See Part II, Item 5 "*Market for Registrant's Common Equity, Related Stockholder Matters and Issuer Purchases of Equity Securities*" of this Annual Report on Form 10-K.

**Changes in Control**

There are no arrangements, to our knowledge, including any pledge by any person of securities of the Company, the operation of which may at a subsequent date result in a change in control of the Company.

---

| | |
|:---|:---|
| **ITEM 13.** | **CERTAIN RELATIONSHIPS AND RELATED TRANSACTIONS AND DIRECTOR INDEPENDENCE** |

---

Under Item 404 of Regulation S-K, we are required to describe any transaction, since the beginning of our 2022 fiscal year, or any currently proposed transaction, in which we were or are to be a participant and the amount involved exceeds $120,000 or one percent of the average of the smaller reporting company's total assets at year end for the last two completed fiscal years, with a related person. A related person under Item 404 of Regulation S-K includes:

1. any director or executive officer of the Company;

2. any immediate family member of a director or executive officer of the Company, which means any child, stepchild, parent, stepparent, spouse, sibling, mother-in-law, father-in-law, son-in-law, daughter-in-law, brother-in-law, or sister-in-law of such director, executive officer or nominee for director, and any person (other than a tenant or employee) sharing the household of such director, executive officer or nominee for director; or

3. a beneficial owner of more than 5% of our common stock at the time of the transaction or immediate family member of such stockholder.
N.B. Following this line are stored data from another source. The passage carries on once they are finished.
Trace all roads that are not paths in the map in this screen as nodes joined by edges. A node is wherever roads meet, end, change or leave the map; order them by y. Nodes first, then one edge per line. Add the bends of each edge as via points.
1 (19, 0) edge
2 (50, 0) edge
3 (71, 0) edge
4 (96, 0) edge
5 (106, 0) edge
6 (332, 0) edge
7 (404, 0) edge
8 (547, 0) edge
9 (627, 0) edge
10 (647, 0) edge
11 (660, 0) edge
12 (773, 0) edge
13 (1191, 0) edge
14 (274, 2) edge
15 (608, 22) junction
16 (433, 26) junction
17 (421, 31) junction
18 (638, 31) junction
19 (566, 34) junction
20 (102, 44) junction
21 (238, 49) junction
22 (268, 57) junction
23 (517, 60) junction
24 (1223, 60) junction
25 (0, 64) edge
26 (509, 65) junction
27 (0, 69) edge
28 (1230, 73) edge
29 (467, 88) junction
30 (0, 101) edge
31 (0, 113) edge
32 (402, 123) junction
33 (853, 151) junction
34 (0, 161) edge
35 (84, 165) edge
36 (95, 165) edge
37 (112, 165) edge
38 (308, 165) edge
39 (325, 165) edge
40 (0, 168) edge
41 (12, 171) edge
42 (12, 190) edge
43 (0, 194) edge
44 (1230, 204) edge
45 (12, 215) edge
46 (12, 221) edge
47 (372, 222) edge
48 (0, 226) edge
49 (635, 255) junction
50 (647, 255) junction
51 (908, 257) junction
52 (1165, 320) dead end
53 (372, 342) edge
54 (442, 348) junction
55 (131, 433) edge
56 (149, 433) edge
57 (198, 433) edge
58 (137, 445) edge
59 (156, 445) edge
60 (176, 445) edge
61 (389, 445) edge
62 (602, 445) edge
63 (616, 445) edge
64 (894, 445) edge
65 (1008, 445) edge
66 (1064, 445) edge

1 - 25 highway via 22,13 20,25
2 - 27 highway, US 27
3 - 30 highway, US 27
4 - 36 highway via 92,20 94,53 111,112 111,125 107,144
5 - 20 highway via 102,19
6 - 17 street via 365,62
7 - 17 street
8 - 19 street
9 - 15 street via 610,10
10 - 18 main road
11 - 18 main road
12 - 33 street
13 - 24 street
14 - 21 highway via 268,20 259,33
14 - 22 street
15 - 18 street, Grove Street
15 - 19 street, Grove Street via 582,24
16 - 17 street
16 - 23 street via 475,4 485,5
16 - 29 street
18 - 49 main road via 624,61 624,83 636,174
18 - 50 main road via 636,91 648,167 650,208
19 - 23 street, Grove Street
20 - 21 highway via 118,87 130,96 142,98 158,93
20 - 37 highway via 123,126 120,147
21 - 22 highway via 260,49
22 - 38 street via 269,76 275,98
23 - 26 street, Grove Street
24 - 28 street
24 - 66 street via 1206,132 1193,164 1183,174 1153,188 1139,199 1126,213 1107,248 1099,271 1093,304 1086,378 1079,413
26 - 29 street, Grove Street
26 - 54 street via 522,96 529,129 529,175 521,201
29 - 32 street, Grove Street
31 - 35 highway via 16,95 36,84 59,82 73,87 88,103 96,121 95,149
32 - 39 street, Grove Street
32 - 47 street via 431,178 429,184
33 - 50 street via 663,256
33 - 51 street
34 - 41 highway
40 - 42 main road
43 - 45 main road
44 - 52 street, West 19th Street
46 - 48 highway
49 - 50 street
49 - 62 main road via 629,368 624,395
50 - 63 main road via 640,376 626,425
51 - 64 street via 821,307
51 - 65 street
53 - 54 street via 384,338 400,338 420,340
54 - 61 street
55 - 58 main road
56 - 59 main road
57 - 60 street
We did not have any related party transactions reportable under Item 404 of Regulation S-K.

---

| | |
|:---|:---|
| **ITEM 14.** | **PRINCIPAL ACCOUNTING FEES AND SERVICES** |

---

During the years ended December 31, 2025 and 2024, we engaged SFAI Malaysia PLT. as our independent registered accounting firm. For the years ended December 31, 2025 and 2024, we incurred fees, as discussed below:

---

| | | |
|:---|:---|:---|
|  | **Fiscal Year Ended December 31,** | **Fiscal Year Ended December 31,** |
|  | **2025** | **2024** |
| Audit Fees | $150000 | $126500 |
| Audit-Related Fees (1) |  |  |
| Tax Fees |  |  |
| All Other Fees | – | – |
| **Total** | $**150000** | $**126500** |

---

&nbsp;&nbsp;&nbsp;&nbsp;(1) Fees incurred in conjunction
 with consents for various registration statements filed during the 2024 and 2023 fiscal years.

Audit fees consist of fees related to professional services rendered in connection with the audit of our annual financial statements. All other fees relate to professional services rendered in connection with the review of the quarterly financial statements.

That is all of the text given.